PAGE 2
Earthly Care A Heavenly Discipline
by
It is true there is much loose talk about an overruling Providence; and yet, if fairly stated, the belief of a great many Christians might be thus expressed: God has organized and set in operation certain general laws of matter and mind, which work out the particular results of life, and over these laws he exercises a general supervision and care, so that all the great affairs of the world are carried on after the counsel of his own will; and in a certain general sense, all things are working together for good to those that love God. But when some simple-minded, childlike Christian really proceeds to refer all the smaller events of life to God’s immediate care and agency, there is a smile of incredulity, and it is thought that the good brother displays more Christian feeling than sound philosophy.

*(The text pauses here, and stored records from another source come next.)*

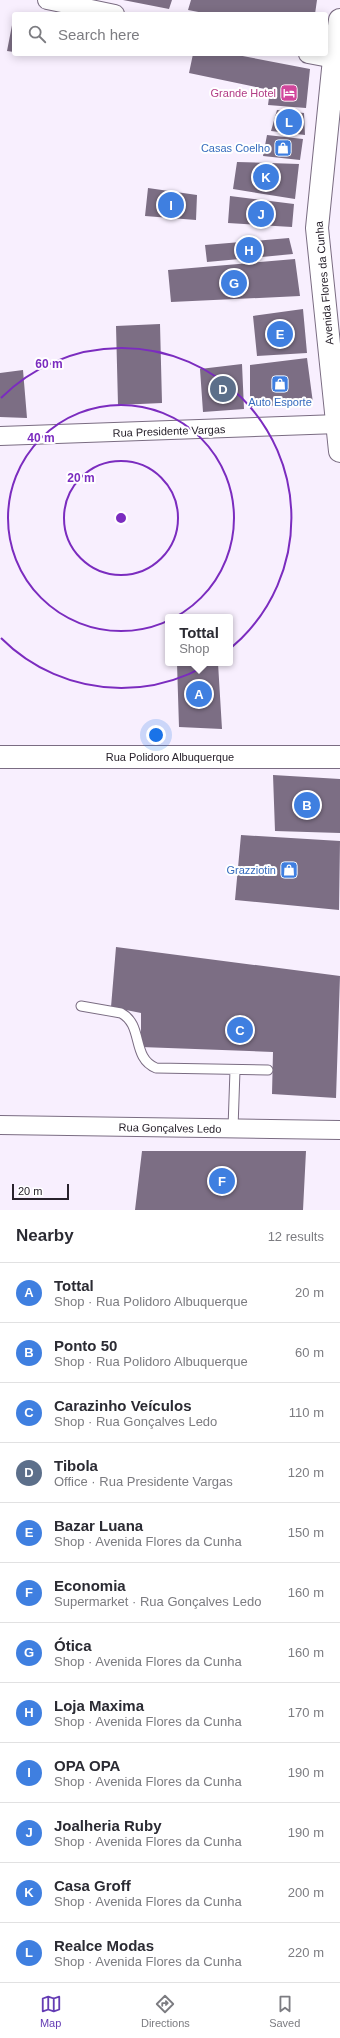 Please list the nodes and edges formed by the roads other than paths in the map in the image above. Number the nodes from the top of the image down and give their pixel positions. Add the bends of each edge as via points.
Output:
1 (47, 0) edge
2 (105, 12) edge
3 (340, 20) edge
4 (318, 56) edge
5 (337, 60) edge
6 (338, 424) junction
7 (0, 436) edge
8 (340, 451) edge
9 (0, 757) edge
10 (340, 757) edge
11 (81, 1006) dead end
12 (235, 1070) junction
13 (268, 1070) dead end
14 (0, 1125) edge
15 (233, 1128) junction
16 (340, 1130) edge

1 - 2 street
3 - 5 main road, Avenida Flores da Cunha
4 - 5 street
5 - 6 main road, Avenida Flores da Cunha via 317,228
6 - 7 street, Rua Presidente Vargas
6 - 8 main road, Avenida Flores da Cunha
9 - 10 main road, Rua Polidoro Albuquerque
11 - 12 lane via 127,1016 132,1022 143,1058 148,1065 156,1068
12 - 13 lane
12 - 15 lane
14 - 15 street, Rua Gonçalves Ledo
15 - 16 street, Rua Gonçalves Ledo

But as life for every individual is made up of fractions and minute atoms–as those things which go to affect habits and character are small and hourly recurring, it comes to pass that a belief in Providence so very wide and general, is altogether inefficient for consecrating and rendering sacred the great body of what comes in contact with the mind in the experience of life. Only once in years does the Christian with this kind of belief hear the voice of the Lord God speaking to him. When the hand of death is laid on his child, or the bolt strikes down the brother by his side, then, indeed, he feels that God is drawing near; he listens humbly for the inward voice that shall explain the meaning and need of this discipline. When by some unforeseen occurrence the whole of his earthly property is swept away,–he becomes a poor man,–this event, in his eyes, assumes sufficient magnitude to have come from God, and to have a design and meaning; but when smaller comforts are removed, smaller losses are encountered, and the petty, every-day vexations and annoyances of life press about him, he recognizes no God, and hears no voice, and sees no design. Hence John Newton says, “Many Christians, who bear the loss of a child, or the destruction of all their property, with the most heroic Christian fortitude, are entirely vanquished and overcome by the breaking of a dish, or the blunders of a servant, and show so unchristian a spirit, that we cannot but wonder at them.”
So when the breath of slander, or the pressure of human injustice, comes so heavily on a man as really to threaten loss of character, and destruction of his temporal interests, he seems forced to recognize the hand and voice of God, through the veil of human agencies, and in time-honored words to say,–
“When men of spite against me join,
They are the sword; the hand is thine.”
But the smaller injustice and fault-finding which meet every one more or less in the daily intercourse of life, the overheard remark, the implied censure, too petty, perhaps, to be even spoken of, these daily recurring sources of disquietude and unhappiness are not referred to God’s providence, nor considered as a part of his probation and discipline. Those thousand vexations which come upon us through the unreasonableness, the carelessness, the various constitutional failings, or ill-adaptedness of others to our peculiarities of character, form a very large item of the disquietudes of life; and yet how very few look beyond the human agent, and feel these are trials coming from God! Yet it is true, in many cases, that these so called minor vexations form the greater part, and in many cases the only discipline of life; and to those that do not view them as ordered individually by God, and coming upon them by specified design, “their affliction ‘really’ cometh of the dust, and their trouble springs out of the ground;” it is sanctified and relieved by no divine presence and aid, but borne alone and in a mere human spirit, and by mere human reliances, it acts on the mind as a constant diversion and hinderance, instead of a moral discipline.